++++ Data supplied ++++

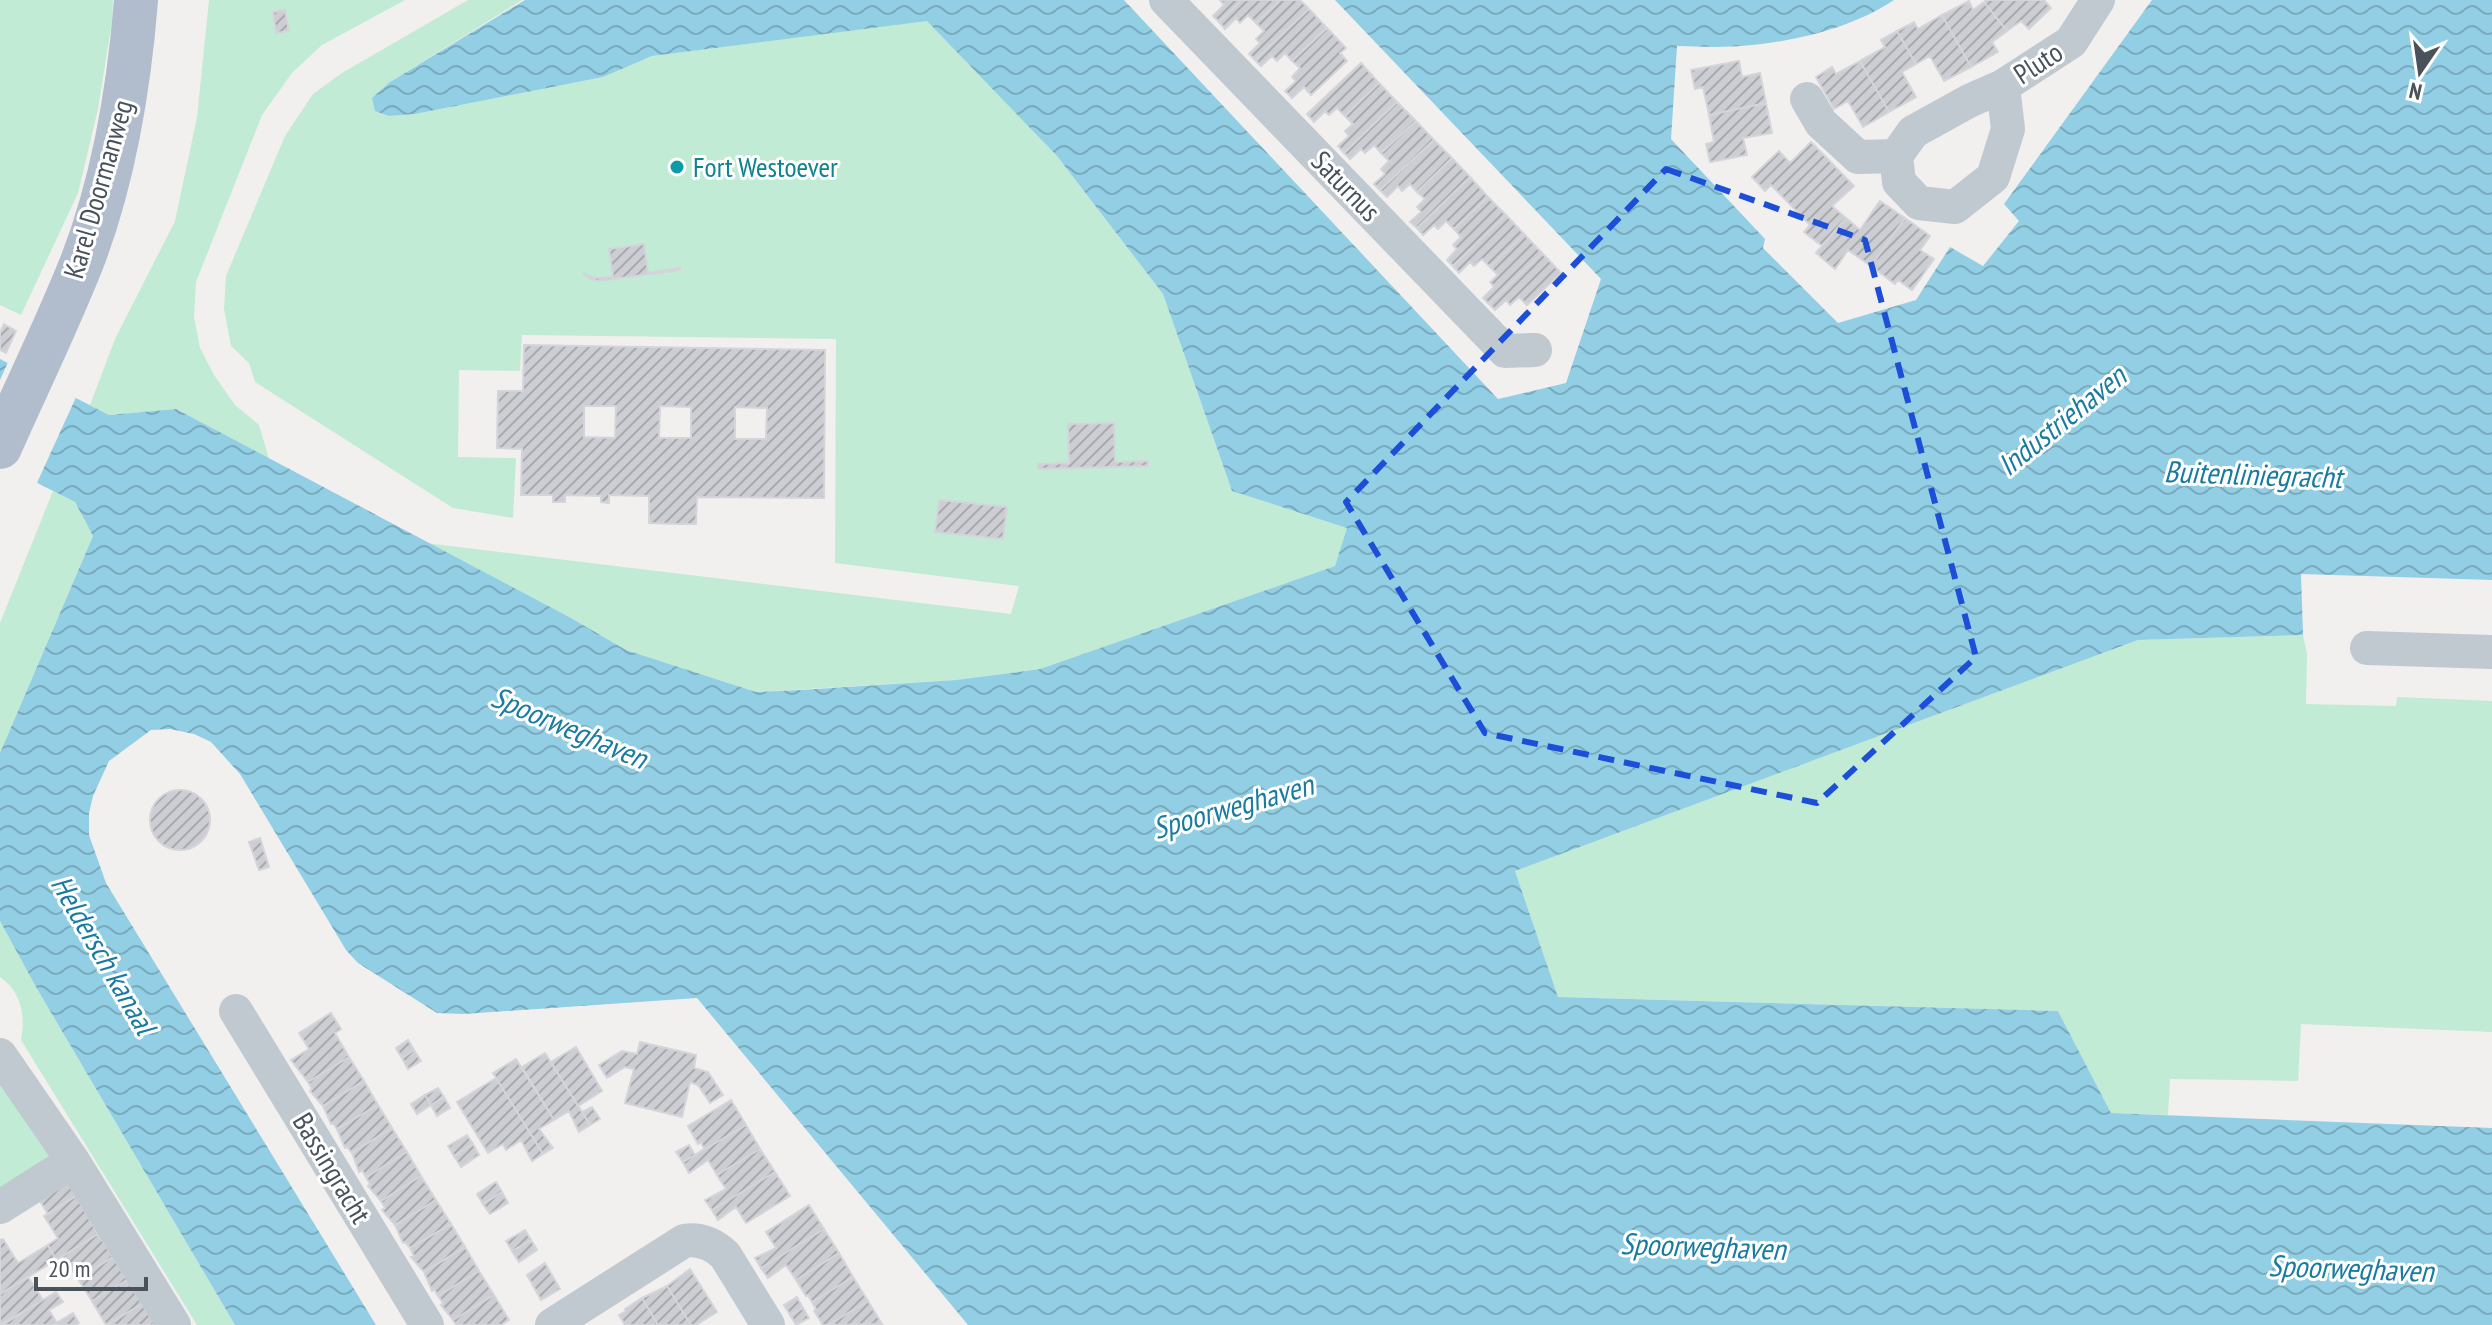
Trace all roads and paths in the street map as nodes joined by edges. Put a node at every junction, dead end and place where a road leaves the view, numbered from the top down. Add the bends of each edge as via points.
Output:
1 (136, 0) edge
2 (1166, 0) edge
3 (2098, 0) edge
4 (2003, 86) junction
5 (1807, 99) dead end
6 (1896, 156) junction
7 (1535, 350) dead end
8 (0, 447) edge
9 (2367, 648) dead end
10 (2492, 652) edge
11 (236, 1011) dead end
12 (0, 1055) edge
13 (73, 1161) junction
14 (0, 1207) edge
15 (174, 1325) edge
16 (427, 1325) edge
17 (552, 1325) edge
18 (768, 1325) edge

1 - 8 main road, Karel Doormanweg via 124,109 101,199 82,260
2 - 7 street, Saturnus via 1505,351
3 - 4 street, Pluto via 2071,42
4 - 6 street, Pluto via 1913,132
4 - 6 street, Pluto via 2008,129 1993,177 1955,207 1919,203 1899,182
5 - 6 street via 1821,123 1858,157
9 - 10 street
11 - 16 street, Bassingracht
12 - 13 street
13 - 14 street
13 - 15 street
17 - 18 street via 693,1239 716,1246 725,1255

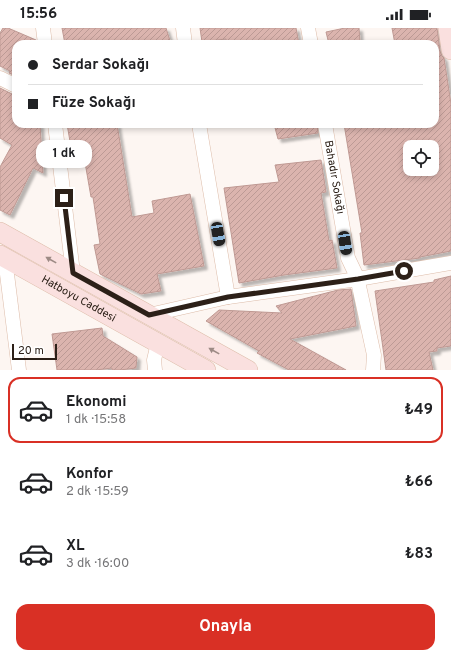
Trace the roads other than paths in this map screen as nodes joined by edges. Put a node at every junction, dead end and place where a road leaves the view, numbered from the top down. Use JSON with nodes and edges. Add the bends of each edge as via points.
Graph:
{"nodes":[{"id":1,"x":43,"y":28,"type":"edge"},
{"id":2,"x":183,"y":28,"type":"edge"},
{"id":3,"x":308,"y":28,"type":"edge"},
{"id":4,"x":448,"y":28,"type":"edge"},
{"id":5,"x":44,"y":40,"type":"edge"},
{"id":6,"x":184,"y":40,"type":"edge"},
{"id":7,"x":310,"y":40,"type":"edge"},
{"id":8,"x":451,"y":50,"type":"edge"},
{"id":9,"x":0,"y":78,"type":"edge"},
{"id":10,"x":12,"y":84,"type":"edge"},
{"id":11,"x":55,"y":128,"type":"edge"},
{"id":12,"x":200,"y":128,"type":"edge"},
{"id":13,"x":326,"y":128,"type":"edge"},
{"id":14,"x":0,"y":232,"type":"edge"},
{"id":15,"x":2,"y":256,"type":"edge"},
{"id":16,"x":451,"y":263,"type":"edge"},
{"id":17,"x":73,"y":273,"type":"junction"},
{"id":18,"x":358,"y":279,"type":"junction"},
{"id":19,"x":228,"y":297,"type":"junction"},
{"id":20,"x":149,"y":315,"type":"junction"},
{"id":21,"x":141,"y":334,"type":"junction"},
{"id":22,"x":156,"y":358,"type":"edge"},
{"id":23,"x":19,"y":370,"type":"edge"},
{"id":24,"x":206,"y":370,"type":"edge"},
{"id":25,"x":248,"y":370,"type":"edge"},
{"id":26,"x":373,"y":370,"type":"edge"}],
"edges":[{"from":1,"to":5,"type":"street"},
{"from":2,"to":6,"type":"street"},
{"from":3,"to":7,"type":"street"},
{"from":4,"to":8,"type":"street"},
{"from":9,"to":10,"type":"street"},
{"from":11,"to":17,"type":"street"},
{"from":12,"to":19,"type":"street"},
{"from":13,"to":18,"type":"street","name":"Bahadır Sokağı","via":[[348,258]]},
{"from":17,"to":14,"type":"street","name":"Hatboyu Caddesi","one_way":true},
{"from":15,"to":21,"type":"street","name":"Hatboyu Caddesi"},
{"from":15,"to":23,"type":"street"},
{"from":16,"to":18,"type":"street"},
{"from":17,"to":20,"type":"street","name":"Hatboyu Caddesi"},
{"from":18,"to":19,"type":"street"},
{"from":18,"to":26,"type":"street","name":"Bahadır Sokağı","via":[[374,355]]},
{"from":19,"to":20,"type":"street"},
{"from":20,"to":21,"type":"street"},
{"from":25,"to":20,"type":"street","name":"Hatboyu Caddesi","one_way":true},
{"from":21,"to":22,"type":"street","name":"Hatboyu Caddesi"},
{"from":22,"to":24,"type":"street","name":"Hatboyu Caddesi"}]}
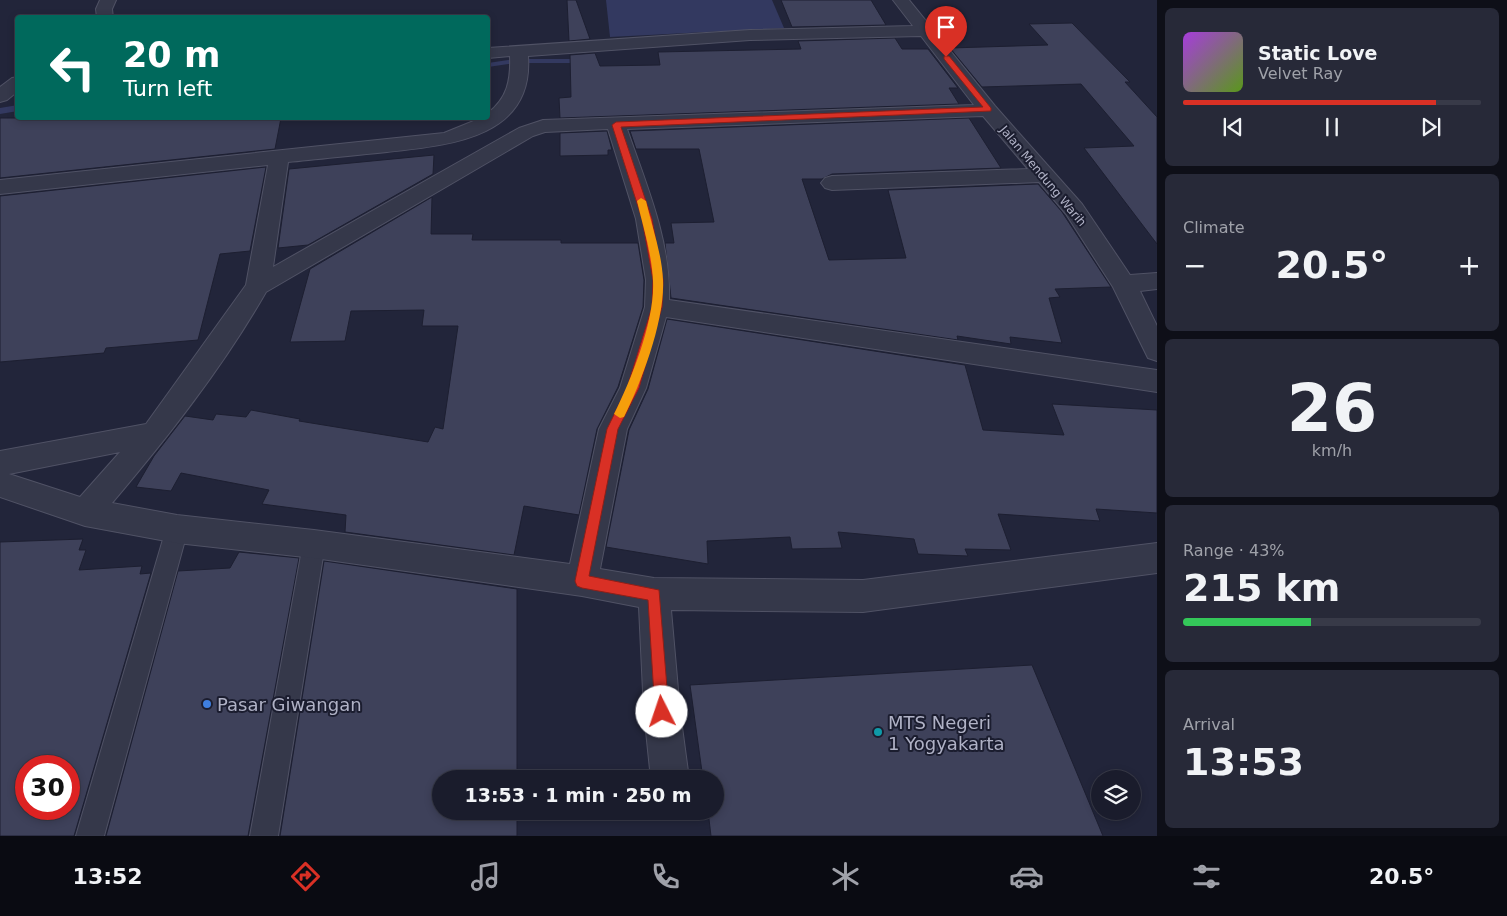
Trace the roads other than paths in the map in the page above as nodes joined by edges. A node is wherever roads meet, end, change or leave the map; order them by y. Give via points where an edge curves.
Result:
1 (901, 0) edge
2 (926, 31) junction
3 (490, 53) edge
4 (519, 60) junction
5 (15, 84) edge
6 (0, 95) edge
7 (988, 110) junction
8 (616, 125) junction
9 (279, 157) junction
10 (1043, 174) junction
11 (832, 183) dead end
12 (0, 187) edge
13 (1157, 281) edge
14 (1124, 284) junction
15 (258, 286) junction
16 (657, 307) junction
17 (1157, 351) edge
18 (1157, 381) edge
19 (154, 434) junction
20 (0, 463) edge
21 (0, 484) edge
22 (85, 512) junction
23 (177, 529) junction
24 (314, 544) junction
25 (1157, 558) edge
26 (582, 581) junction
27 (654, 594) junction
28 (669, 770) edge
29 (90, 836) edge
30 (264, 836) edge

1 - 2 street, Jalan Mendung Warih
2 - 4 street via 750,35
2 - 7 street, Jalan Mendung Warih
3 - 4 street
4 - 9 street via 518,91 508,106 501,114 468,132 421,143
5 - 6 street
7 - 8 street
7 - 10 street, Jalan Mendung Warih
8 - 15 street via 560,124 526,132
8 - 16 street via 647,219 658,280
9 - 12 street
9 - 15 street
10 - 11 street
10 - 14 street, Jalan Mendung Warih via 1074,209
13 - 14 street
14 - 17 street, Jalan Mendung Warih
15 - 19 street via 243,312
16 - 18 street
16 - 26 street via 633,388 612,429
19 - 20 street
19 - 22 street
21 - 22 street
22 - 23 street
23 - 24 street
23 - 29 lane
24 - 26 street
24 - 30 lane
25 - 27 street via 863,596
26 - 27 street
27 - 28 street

++++

Exercise
Taking the material above, count every line in which the word "Mendung" appears; answer with the number alone.

The completed task
5